Extract substring specif position and length from file line

Hi gurus,
I am trying to figure out how to extract substring from file line (all lines in file), as specified position and specified legth.

Example input (file lines)

dhaskjdsa dsadhkjsa dhsakjdsad hsadkjh
dsahjdksahdsad sahkjd sahdkjsahd sajkdh adhjsak

I want to extract substring on position 10, length 4

Example output:

 dsad
hdsa

I am figuring out how to do that with sed, grep etc, with no luck.
Any help appreciated.

try cut

Another option is using bash sub-string expansion:

Syntax:

${parameter:offset}
${parameter:offset:length}

E.g.

#!/bin/bash
while read line
do
   echo ${line:10:4}
done < filename

Check bash manual for further reference:

man bash

No offense intended, but that's a terrible solution. There are quite a few bugs in that short script.
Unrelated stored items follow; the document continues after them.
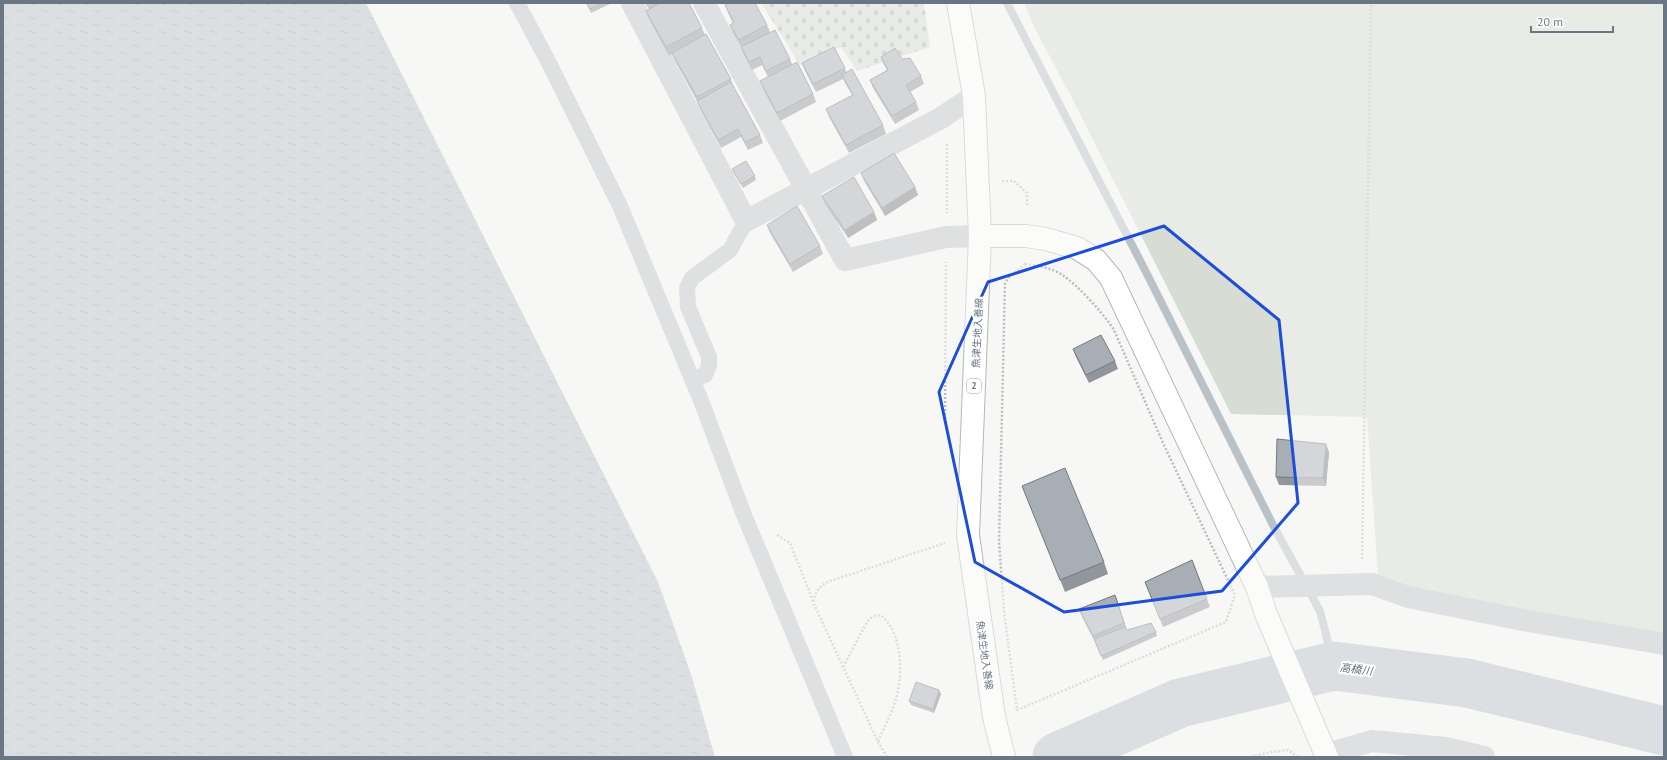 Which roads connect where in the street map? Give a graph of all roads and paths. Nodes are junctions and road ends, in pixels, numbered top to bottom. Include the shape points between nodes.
1 (517, 3) edge
2 (632, 3) edge
3 (704, 3) edge
4 (958, 3) edge
5 (1371, 3) edge
6 (974, 96) junction
7 (942, 118) junction
8 (1002, 181) dead end
9 (806, 189) junction
10 (1027, 207) dead end
11 (746, 221) junction
12 (980, 236) junction
13 (946, 237) junction
14 (1135, 376) dead end
15 (692, 380) junction
16 (945, 424) dead end
17 (968, 535) junction
18 (945, 536) dead end
19 (944, 543) junction
20 (1362, 584) junction
21 (1257, 588) junction
22 (1235, 594) dead end
23 (1664, 644) edge
24 (843, 667) junction
25 (878, 742) junction
26 (1326, 755) edge
27 (845, 757) edge
28 (887, 757) edge
29 (1004, 757) edge
30 (1251, 757) edge
31 (1298, 757) edge
32 (1484, 757) edge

First of all, we don't know anything about the data, so we can't make any assumptions.

If there is leading or trailing whitespace, the field splitting done by read will discard them. This will affect the results of the parameter expansion, yielding characters that begin later in the line than desired, and/or we could miss characters at the end of the substring if they were discarded whitespace.

The read does backslash escaping. If there are backslashes in the data, again, an incorrect substring is the result.

If the correct substring is extracted, it could still fail to print properly if it looks to echo like a valid option or valid escape sequences.

What if there's an asterisk, a question mark, or a bracketed expression? Those may trigger pathname expansion (aka file globbing) since the parameter expansion is unquoted.

Troublesome sample data:

1234567890-n a
     678901234
\2\4\6\8\01234
1234567890* *?

If you wanted to do this correctly with bash builtins and parameter expansion, the following is the way:

while IFS= read -r line; do
    printf '%s\n' "${line:10:4}"
done < filename

Ygor's suggestion is probably simplest and best.

Regards,
Alister

2 Likes

No offence taken. It is my bad that I really didn't consider scenarios like backslash escaping & globbing. I really appreciate your feedback.

Thank you! :b:

Leading and trailing spaces are not preserved in read, but internal ones are OK:

$ echo ' a b   c d '|while read l ;do echo ">$l<";done
>a b   c d<
$
 
 
sed is happy to do this:
 
$ sed 's/^.\{9\}\(.\{4\}\).*/\1/' in_file > out_file